Entries shown:
+ + + +
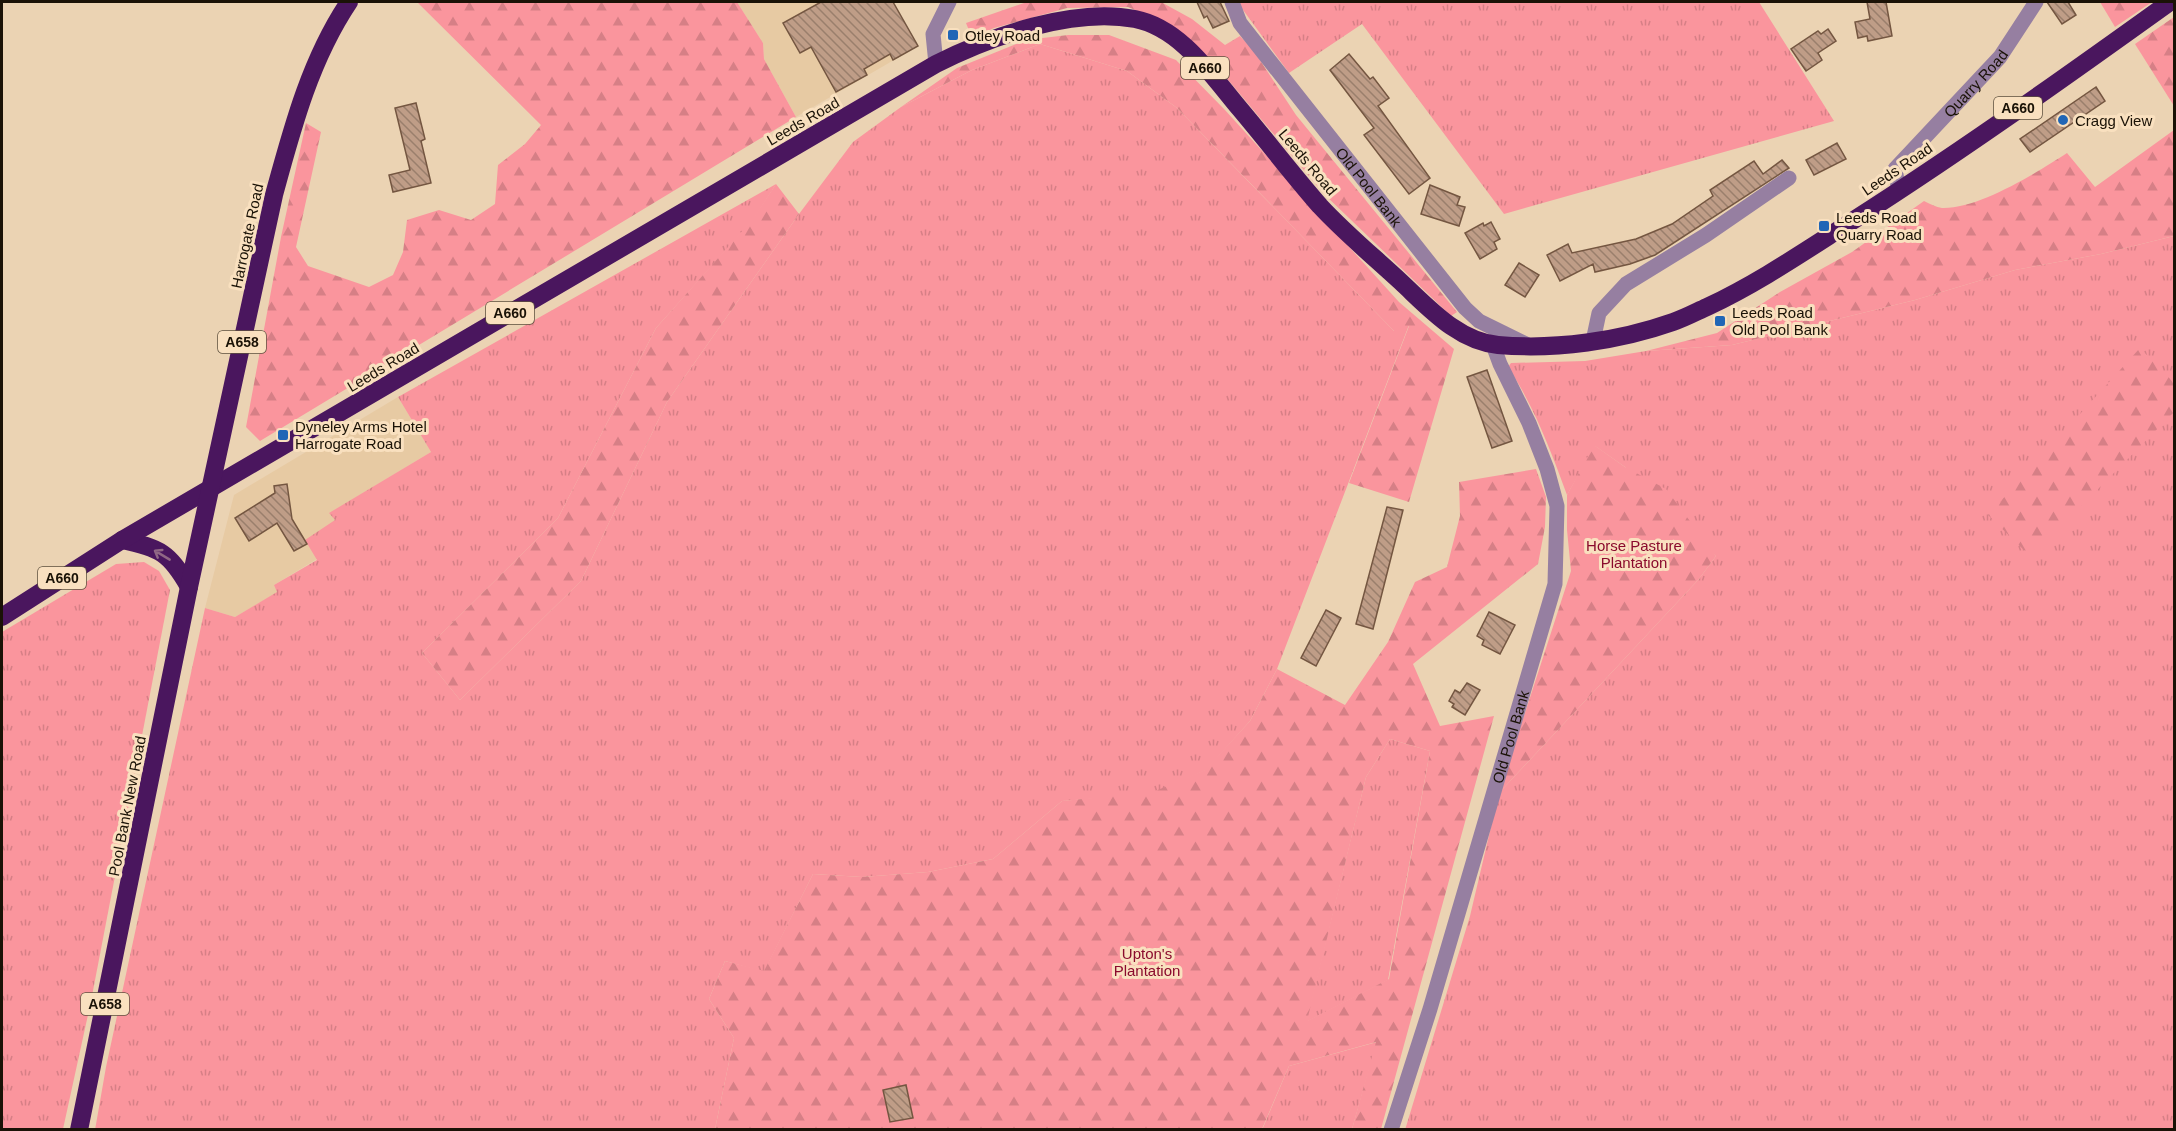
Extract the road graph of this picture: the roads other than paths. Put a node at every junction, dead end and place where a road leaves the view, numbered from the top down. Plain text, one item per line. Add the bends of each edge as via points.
1 (349, 2) edge
2 (949, 2) edge
3 (1232, 2) edge
4 (2036, 2) edge
5 (2170, 2) edge
6 (936, 64) junction
7 (1789, 178) dead end
8 (1899, 191) junction
9 (1593, 341) junction
10 (1493, 345) junction
11 (1530, 347) junction
12 (211, 489) junction
13 (122, 540) junction
14 (189, 587) junction
15 (2, 616) edge
16 (79, 1130) edge
17 (1391, 1130) edge

1 - 12 highway, Harrogate Road / A658 via 320,54 291,133
2 - 6 street via 933,34
3 - 11 street, Old Pool Bank via 1240,23 1465,308 1479,321
4 - 8 street, Quarry Road via 2000,57 1895,169
5 - 8 highway, Leeds Road / A660
6 - 10 highway, Leeds Road / A660 via 1003,34 1070,20 1137,19 1164,30 1189,50 1322,208 1440,318 1470,337
6 - 12 highway, Leeds Road / A660
7 - 9 street via 1626,284 1599,313
8 - 9 highway, Leeds Road / A660 via 1782,267 1726,298 1676,321
9 - 11 highway, Leeds Road / A660
10 - 11 highway, Leeds Road / A660
10 - 17 street, Old Pool Bank via 1529,423 1557,506 1555,584
12 - 13 highway, Leeds Road / A660
12 - 14 highway, Pool Bank New Road / A658
14 -> 13 highway via 177,564 162,553
13 - 15 highway, Leeds Road / A660
14 - 16 highway, Pool Bank New Road / A658

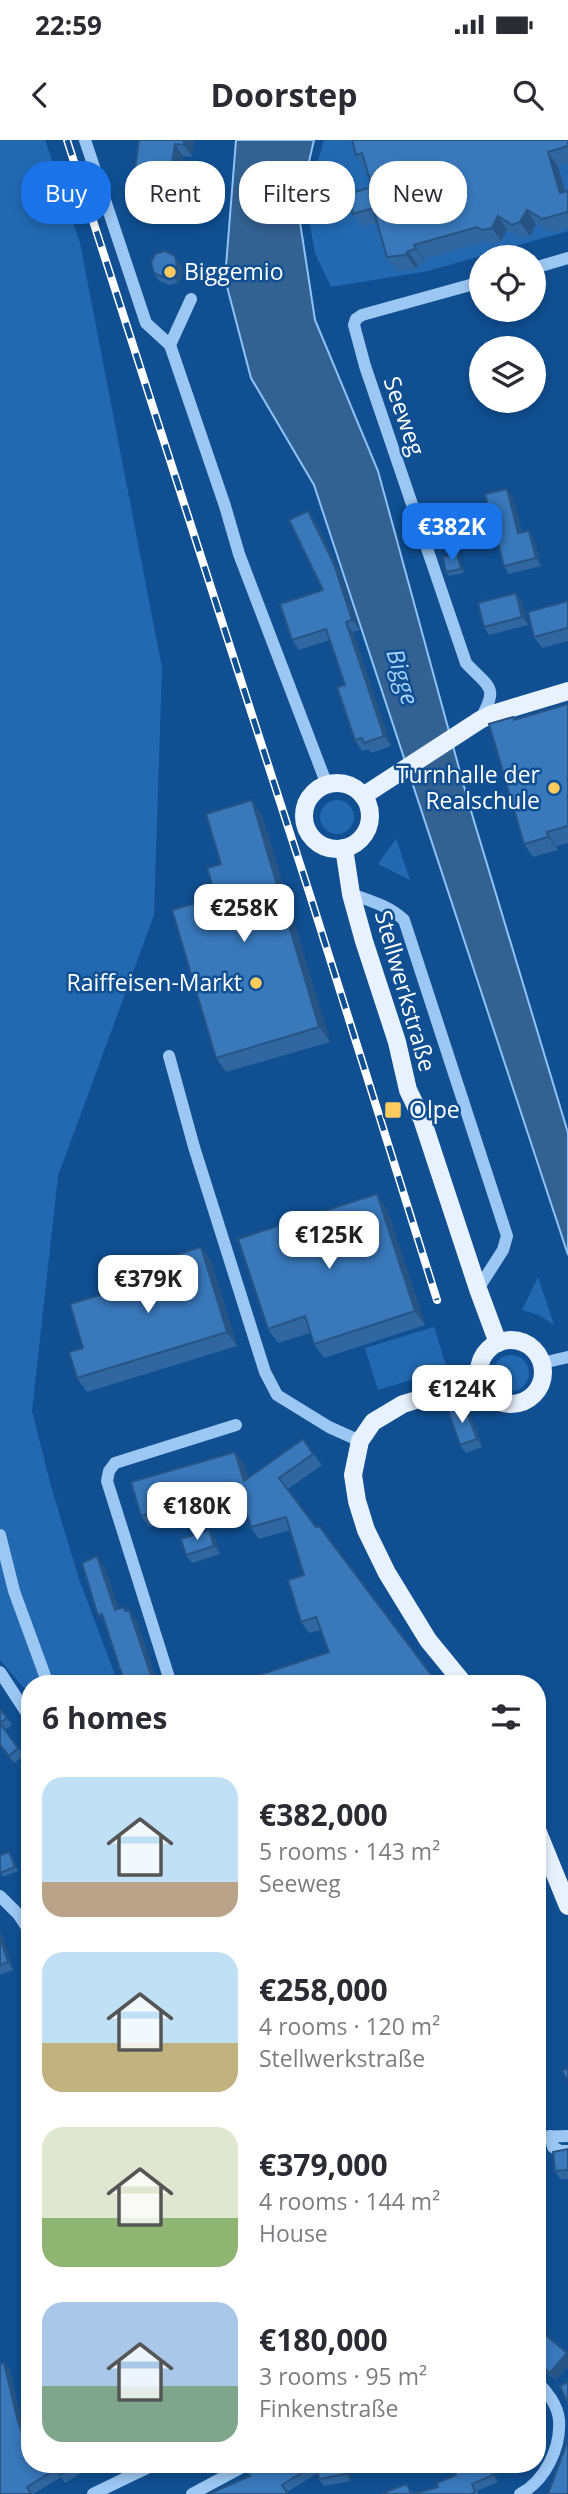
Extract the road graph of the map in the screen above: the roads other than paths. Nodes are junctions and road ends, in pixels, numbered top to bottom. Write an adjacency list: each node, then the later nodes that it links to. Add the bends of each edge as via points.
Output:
1 (85, 140): 6 (street, via 146,323)
2 (568, 258): 3 (street)
3 (546, 264)
4 (469, 285): 8 (street, Seeweg, via 362,315 354,325 466,663 491,689 491,699)
5 (191, 299): 6 (street)
6 (170, 345): 9 (street, via 239,554)
7 (568, 691): 8 (main road)
8 (478, 721): 10 (main road)
9 (327, 785): 10 (main road, via 347,785); 11 (main road, via 309,799 305,821 315,841)
10 (363, 796): 11 (main road, via 369,826 357,843)
11 (344, 848): 12 (main road, Stellwerkstraße)
12 (352, 894): 14 (main road, Stellwerkstraße, via 408,1090 422,1119); 14 (street, via 396,912 404,920 479,1148 507,1236)
13 (169, 1056): 20 (street, via 265,1372 277,1395)
14 (478, 1289): 15 (main road, Stellwerkstraße)
15 (498, 1343): 17 (main road, via 520,1341 538,1353); 18 (main road, via 484,1354)
16 (568, 1357): 17 (street)
17 (542, 1363): 18 (main road, via 542,1384 520,1404 491,1398)
18 (480, 1381): 20 (main road, via 388,1411)
19 (236, 1425): 24 (street, via 115,1463 109,1471 107,1481)
20 (360, 1441): 25 (main road, via 353,1475 366,1530 428,1640)
21 (0, 1535): 23 (street, via 14,1591)
22 (0, 1672): 26 (street)
23 (45, 1675)
24 (168, 1675)
25 (457, 1675)
26 (21, 1704)
27 (546, 1852): 29 (main road)
28 (0, 1896): 30 (street)
29 (568, 1906)
30 (21, 1918)
31 (568, 2136): 32 (street)
32 (546, 2137)
33 (546, 2139): 34 (street, via 560,2151)
34 (568, 2151)
35 (546, 2393): 36 (street, via 556,2410 558,2428)
36 (546, 2468)
37 (136, 2473): 41 (street)
38 (233, 2473): 42 (street)
39 (542, 2473): 40 (street)
40 (526, 2492)
41 (93, 2494)
42 (192, 2494)

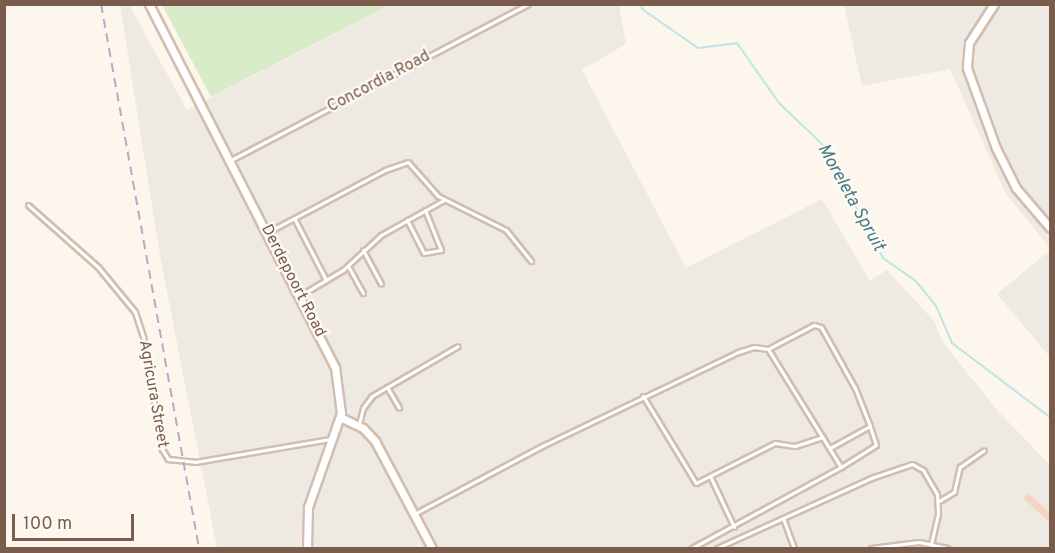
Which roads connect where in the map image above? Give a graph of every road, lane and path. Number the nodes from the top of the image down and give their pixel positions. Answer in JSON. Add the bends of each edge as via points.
{"nodes":[{"id":1,"x":150,"y":4,"type":"edge"},
{"id":2,"x":528,"y":4,"type":"edge"},
{"id":3,"x":994,"y":4,"type":"edge"},
{"id":4,"x":231,"y":160,"type":"junction"},
{"id":5,"x":444,"y":200,"type":"junction"},
{"id":6,"x":28,"y":205,"type":"dead end"},
{"id":7,"x":425,"y":210,"type":"junction"},
{"id":8,"x":294,"y":218,"type":"junction"},
{"id":9,"x":407,"y":220,"type":"junction"},
{"id":10,"x":1050,"y":228,"type":"edge"},
{"id":11,"x":268,"y":232,"type":"junction"},
{"id":12,"x":363,"y":249,"type":"junction"},
{"id":13,"x":531,"y":261,"type":"dead end"},
{"id":14,"x":348,"y":266,"type":"junction"},
{"id":15,"x":326,"y":280,"type":"junction"},
{"id":16,"x":381,"y":284,"type":"dead end"},
{"id":17,"x":363,"y":293,"type":"dead end"},
{"id":18,"x":301,"y":295,"type":"junction"},
{"id":19,"x":458,"y":346,"type":"dead end"},
{"id":20,"x":768,"y":349,"type":"junction"},
{"id":21,"x":387,"y":387,"type":"junction"},
{"id":22,"x":643,"y":396,"type":"junction"},
{"id":23,"x":399,"y":408,"type":"dead end"},
{"id":24,"x":340,"y":417,"type":"junction"},
{"id":25,"x":359,"y":426,"type":"junction"},
{"id":26,"x":870,"y":426,"type":"junction"},
{"id":27,"x":823,"y":437,"type":"junction"},
{"id":28,"x":333,"y":439,"type":"junction"},
{"id":29,"x":830,"y":448,"type":"junction"},
{"id":30,"x":984,"y":450,"type":"dead end"},
{"id":31,"x":841,"y":467,"type":"junction"},
{"id":32,"x":711,"y":478,"type":"junction"},
{"id":33,"x":939,"y":501,"type":"junction"},
{"id":34,"x":414,"y":514,"type":"junction"},
{"id":35,"x":783,"y":518,"type":"junction"},
{"id":36,"x":734,"y":527,"type":"junction"},
{"id":37,"x":931,"y":544,"type":"junction"},
{"id":38,"x":307,"y":549,"type":"edge"},
{"id":39,"x":432,"y":549,"type":"edge"},
{"id":40,"x":692,"y":549,"type":"edge"},
{"id":41,"x":717,"y":549,"type":"edge"},
{"id":42,"x":794,"y":549,"type":"edge"},
{"id":43,"x":871,"y":549,"type":"edge"},
{"id":44,"x":947,"y":549,"type":"edge"}],
"edges":[{"from":1,"to":4,"type":"street","name":"Derdepoort Road"},
{"from":2,"to":4,"type":"lane","name":"Concordia Road"},
{"from":3,"to":10,"type":"street","via":[[969,43],[967,68],[996,148],[1016,188]]},
{"from":4,"to":11,"type":"street","name":"Derdepoort Road"},
{"from":5,"to":7,"type":"lane"},
{"from":5,"to":8,"type":"lane","via":[[411,164],[404,162]]},
{"from":5,"to":13,"type":"lane","via":[[506,230]]},
{"from":6,"to":28,"type":"lane","name":"Agricura Street","via":[[98,267],[135,312],[143,336],[162,449],[168,459],[195,462]]},
{"from":7,"to":9,"type":"lane"},
{"from":7,"to":9,"type":"lane","via":[[441,250],[424,253]]},
{"from":8,"to":11,"type":"lane"},
{"from":8,"to":15,"type":"lane"},
{"from":9,"to":12,"type":"lane"},
{"from":11,"to":18,"type":"street","name":"Derdepoort Road"},
{"from":12,"to":14,"type":"lane"},
{"from":12,"to":16,"type":"lane"},
{"from":14,"to":15,"type":"lane"},
{"from":14,"to":17,"type":"lane"},
{"from":15,"to":18,"type":"lane"},
{"from":18,"to":24,"type":"street","name":"Derdepoort Road","via":[[335,367]]},
{"from":19,"to":21,"type":"lane"},
{"from":20,"to":22,"type":"lane","via":[[748,348]]},
{"from":20,"to":26,"type":"lane","via":[[814,325],[821,327],[855,388]]},
{"from":20,"to":27,"type":"lane"},
{"from":21,"to":23,"type":"lane"},
{"from":21,"to":25,"type":"lane","via":[[366,401]]},
{"from":22,"to":32,"type":"lane","via":[[693,481]]},
{"from":22,"to":34,"type":"lane"},
{"from":24,"to":25,"type":"street"},
{"from":24,"to":28,"type":"street","name":"Derdepoort Road"},
{"from":25,"to":34,"type":"street","via":[[383,454]]},
{"from":26,"to":29,"type":"lane"},
{"from":26,"to":31,"type":"lane","via":[[876,445]]},
{"from":27,"to":29,"type":"lane"},
{"from":27,"to":32,"type":"lane","via":[[795,446],[775,443]]},
{"from":28,"to":38,"type":"street","name":"Derdepoort Road","via":[[308,507]]},
{"from":29,"to":31,"type":"lane"},
{"from":30,"to":33,"type":"lane","via":[[960,467],[954,492]]},
{"from":31,"to":36,"type":"lane"},
{"from":32,"to":36,"type":"lane"},
{"from":33,"to":35,"type":"lane","via":[[923,470],[912,464]]},
{"from":33,"to":37,"type":"lane"},
{"from":34,"to":39,"type":"street"},
{"from":35,"to":41,"type":"lane"},
{"from":35,"to":42,"type":"lane"},
{"from":36,"to":40,"type":"lane"},
{"from":37,"to":43,"type":"lane","via":[[895,542]]},
{"from":37,"to":44,"type":"lane"}]}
+ + + +
Goal of the exercise: A single number is the whole answer: report how many lines in the data above include the word "Bank".

Expected answer: 4